Under the old law, an absentee ballot had to be sent by U.S. mail. But in June, Gov. George W. Bush signed a bill saying astronauts registered to vote in Texas - where most of them live - can cast ballots from space.

Using new software developed by NASA, Tony Sirvello, Harris County's elections chief, sent a ballot last week to U.S. flight controllers in Moscow. They transmitted it to Wolf on Mir, 240 miles above Earth.

Wolf, who arrived on the station in September for a four-month stay, will open the e-mail on a laptop computer. He has until 7 p.m. on Nov. 4 - Election Day - to get the ballot back to Sirvello by way of the flight controllers in Russia.
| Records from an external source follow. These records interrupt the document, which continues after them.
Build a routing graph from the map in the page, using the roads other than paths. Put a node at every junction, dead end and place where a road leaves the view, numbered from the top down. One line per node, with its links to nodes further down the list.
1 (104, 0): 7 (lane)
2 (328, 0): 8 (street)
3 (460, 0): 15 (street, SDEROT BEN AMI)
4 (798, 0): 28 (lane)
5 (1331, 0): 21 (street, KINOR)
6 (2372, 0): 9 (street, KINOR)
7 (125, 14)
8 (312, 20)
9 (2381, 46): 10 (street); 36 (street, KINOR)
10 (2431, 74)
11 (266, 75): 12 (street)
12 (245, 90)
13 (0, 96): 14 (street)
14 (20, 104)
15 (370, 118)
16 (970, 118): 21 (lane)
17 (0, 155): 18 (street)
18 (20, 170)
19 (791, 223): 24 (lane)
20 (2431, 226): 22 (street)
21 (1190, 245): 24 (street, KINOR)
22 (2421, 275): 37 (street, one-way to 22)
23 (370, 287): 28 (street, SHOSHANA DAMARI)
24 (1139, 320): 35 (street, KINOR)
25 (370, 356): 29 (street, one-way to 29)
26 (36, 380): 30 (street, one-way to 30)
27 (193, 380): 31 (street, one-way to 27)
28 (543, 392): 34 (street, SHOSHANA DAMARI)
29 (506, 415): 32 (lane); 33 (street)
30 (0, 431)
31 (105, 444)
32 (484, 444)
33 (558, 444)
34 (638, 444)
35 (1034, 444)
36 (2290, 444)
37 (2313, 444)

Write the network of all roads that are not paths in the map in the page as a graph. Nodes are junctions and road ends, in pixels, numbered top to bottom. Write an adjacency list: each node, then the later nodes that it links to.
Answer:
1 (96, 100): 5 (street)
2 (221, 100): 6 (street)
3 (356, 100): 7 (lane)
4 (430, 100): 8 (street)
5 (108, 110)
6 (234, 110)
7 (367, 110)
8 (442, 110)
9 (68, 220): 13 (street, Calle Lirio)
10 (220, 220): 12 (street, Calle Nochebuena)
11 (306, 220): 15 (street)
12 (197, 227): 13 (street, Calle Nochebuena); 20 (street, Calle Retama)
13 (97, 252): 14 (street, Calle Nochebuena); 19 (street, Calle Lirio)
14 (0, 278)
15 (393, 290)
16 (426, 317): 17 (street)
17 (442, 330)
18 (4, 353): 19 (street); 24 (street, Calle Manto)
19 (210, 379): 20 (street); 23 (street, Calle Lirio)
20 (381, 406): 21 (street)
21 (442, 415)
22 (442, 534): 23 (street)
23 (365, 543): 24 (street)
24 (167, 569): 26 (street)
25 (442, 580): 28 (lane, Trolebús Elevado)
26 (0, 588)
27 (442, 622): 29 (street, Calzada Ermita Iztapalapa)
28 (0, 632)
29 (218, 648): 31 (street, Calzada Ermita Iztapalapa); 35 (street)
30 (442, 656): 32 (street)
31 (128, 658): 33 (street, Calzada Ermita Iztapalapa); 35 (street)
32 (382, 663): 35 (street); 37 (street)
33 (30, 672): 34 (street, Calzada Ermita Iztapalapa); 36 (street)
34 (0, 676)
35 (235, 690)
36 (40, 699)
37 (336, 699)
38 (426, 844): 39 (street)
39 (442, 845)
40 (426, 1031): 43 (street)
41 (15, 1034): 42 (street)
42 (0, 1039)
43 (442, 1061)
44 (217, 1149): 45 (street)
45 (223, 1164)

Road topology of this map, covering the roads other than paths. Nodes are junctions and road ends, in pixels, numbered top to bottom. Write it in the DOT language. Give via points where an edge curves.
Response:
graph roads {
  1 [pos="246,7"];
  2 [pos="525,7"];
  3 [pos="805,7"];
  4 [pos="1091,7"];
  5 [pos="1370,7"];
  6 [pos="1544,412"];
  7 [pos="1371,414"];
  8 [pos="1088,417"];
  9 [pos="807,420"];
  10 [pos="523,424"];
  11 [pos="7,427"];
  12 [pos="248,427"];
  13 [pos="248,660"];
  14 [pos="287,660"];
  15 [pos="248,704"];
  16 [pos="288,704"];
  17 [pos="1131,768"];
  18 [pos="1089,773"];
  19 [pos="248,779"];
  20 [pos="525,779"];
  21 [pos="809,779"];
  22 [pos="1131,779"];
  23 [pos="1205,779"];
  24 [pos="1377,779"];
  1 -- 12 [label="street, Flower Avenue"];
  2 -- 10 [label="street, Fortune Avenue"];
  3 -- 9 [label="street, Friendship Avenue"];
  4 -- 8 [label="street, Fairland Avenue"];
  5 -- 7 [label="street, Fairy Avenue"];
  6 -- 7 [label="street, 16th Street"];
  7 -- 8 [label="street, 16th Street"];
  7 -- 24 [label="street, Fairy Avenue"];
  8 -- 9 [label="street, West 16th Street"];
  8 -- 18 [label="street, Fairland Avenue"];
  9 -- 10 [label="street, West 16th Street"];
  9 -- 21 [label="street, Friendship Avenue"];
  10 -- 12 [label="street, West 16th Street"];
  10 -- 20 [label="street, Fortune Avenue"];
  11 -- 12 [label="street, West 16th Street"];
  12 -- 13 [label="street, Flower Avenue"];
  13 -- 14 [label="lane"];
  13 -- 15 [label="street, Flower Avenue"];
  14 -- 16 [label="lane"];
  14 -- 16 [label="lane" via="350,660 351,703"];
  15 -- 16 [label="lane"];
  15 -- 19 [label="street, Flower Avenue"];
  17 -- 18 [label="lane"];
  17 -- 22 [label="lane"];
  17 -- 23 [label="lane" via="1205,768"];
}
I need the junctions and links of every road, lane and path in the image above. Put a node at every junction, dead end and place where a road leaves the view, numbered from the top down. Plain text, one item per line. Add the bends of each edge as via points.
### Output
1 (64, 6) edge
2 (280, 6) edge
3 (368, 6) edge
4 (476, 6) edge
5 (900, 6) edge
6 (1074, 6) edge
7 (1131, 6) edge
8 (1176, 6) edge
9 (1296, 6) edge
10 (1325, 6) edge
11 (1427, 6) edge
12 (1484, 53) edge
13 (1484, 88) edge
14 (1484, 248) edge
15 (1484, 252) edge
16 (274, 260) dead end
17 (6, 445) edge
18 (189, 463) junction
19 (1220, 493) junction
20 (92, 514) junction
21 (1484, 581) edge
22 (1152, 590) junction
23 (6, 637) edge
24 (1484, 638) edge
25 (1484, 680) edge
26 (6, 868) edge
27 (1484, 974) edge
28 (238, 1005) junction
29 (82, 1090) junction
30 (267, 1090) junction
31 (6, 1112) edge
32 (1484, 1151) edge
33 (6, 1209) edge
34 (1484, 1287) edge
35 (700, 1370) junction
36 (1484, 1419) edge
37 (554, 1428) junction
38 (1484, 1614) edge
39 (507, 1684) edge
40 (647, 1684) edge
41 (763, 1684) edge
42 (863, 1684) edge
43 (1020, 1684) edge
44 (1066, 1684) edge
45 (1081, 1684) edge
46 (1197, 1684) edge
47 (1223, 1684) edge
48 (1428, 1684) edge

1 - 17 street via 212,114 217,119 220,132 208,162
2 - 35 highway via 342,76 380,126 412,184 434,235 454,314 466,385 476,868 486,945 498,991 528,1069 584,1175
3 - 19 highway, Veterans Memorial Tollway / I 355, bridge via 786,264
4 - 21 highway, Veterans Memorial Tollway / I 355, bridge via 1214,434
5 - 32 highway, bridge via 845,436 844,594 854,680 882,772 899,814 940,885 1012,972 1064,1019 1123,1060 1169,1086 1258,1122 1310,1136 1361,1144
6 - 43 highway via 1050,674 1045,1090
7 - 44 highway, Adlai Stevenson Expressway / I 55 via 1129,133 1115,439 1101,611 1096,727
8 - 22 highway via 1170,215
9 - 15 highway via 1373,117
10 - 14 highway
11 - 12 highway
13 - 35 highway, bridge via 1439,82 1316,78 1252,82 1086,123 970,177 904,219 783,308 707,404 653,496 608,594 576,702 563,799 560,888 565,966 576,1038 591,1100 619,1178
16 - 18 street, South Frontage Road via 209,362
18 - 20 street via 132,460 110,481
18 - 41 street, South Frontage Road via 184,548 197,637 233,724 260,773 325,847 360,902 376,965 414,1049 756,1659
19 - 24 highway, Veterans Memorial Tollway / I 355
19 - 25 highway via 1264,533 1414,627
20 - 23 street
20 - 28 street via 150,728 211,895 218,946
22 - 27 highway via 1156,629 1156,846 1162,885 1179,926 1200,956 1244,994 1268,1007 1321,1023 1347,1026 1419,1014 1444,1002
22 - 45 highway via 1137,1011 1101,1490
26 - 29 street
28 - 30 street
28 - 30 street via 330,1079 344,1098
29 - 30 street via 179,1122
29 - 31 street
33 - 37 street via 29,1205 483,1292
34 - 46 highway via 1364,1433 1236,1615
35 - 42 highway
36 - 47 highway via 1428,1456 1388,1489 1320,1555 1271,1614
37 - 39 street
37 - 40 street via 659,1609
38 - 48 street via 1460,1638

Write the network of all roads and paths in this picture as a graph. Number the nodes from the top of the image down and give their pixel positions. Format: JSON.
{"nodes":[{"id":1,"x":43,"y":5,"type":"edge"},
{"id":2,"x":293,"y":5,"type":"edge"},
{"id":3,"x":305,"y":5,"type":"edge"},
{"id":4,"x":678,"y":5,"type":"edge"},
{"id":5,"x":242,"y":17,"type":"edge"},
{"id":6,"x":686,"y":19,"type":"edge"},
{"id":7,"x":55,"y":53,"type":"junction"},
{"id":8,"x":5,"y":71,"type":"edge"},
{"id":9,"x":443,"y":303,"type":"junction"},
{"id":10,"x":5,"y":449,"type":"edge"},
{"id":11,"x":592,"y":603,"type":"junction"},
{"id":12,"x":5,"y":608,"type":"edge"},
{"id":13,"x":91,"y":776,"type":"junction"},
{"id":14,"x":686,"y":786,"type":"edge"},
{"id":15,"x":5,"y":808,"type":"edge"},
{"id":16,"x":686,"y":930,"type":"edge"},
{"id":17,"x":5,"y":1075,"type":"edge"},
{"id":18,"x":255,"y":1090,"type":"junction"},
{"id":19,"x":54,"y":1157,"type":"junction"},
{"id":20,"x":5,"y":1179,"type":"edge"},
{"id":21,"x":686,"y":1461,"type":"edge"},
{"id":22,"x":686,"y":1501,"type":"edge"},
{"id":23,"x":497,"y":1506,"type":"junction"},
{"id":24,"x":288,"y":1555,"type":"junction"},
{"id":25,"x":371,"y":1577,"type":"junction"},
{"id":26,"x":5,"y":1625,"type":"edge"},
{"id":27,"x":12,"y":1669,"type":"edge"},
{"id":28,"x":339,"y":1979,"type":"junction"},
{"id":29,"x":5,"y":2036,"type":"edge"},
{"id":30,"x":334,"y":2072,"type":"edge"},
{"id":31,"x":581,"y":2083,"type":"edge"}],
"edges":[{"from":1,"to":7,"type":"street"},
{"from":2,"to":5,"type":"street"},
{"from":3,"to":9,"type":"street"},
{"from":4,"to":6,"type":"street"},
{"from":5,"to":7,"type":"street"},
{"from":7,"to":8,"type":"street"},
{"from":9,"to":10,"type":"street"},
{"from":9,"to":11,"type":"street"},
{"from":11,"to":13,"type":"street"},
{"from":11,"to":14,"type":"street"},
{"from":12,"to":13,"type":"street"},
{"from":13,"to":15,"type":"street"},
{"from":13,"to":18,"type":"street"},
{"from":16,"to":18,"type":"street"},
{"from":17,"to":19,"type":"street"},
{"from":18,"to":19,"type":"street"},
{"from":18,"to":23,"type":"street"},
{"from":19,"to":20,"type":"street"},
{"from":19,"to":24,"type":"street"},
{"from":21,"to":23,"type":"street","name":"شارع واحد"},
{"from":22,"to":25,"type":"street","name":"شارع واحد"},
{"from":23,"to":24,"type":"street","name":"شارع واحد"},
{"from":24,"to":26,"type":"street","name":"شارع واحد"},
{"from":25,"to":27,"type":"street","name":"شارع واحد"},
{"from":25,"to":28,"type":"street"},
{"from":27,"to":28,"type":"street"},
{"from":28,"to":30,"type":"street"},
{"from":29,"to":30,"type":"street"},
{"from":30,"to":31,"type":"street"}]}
Sirvello will read Wolf's e-mail and punch a ballot by hand with the astronaut's choices.

NASA plans to use similar software once the international space station is up and running. Construction is scheduled to begin next summer.

"There's something about attaching you to the Earth, to be able to vote," Wolf said before he traveled to Mir. "You're still a member of that society, and I think that's an important thing for space travelers."

Wolf will be able to vote for mayor of Houston, six City Council positions and city controller. He can vote on whether to eliminate Houston's affirmative-action program as well as 14 statewide amendments.

There also are three Harris County bond propositions and six city of Houston bond issues on the November ballot.

Voting should help ease the isolation that astronauts on months-long flights typically feel, said Susan Anderson, the voting-from-space project manager at Johnson Space Center.

Blaha, who spent four months on Mir and had to skip last year's presidential election, said the point is to give astronauts the opportunity to exercise their rights as American citizens.

"It's the right thing to do," he said.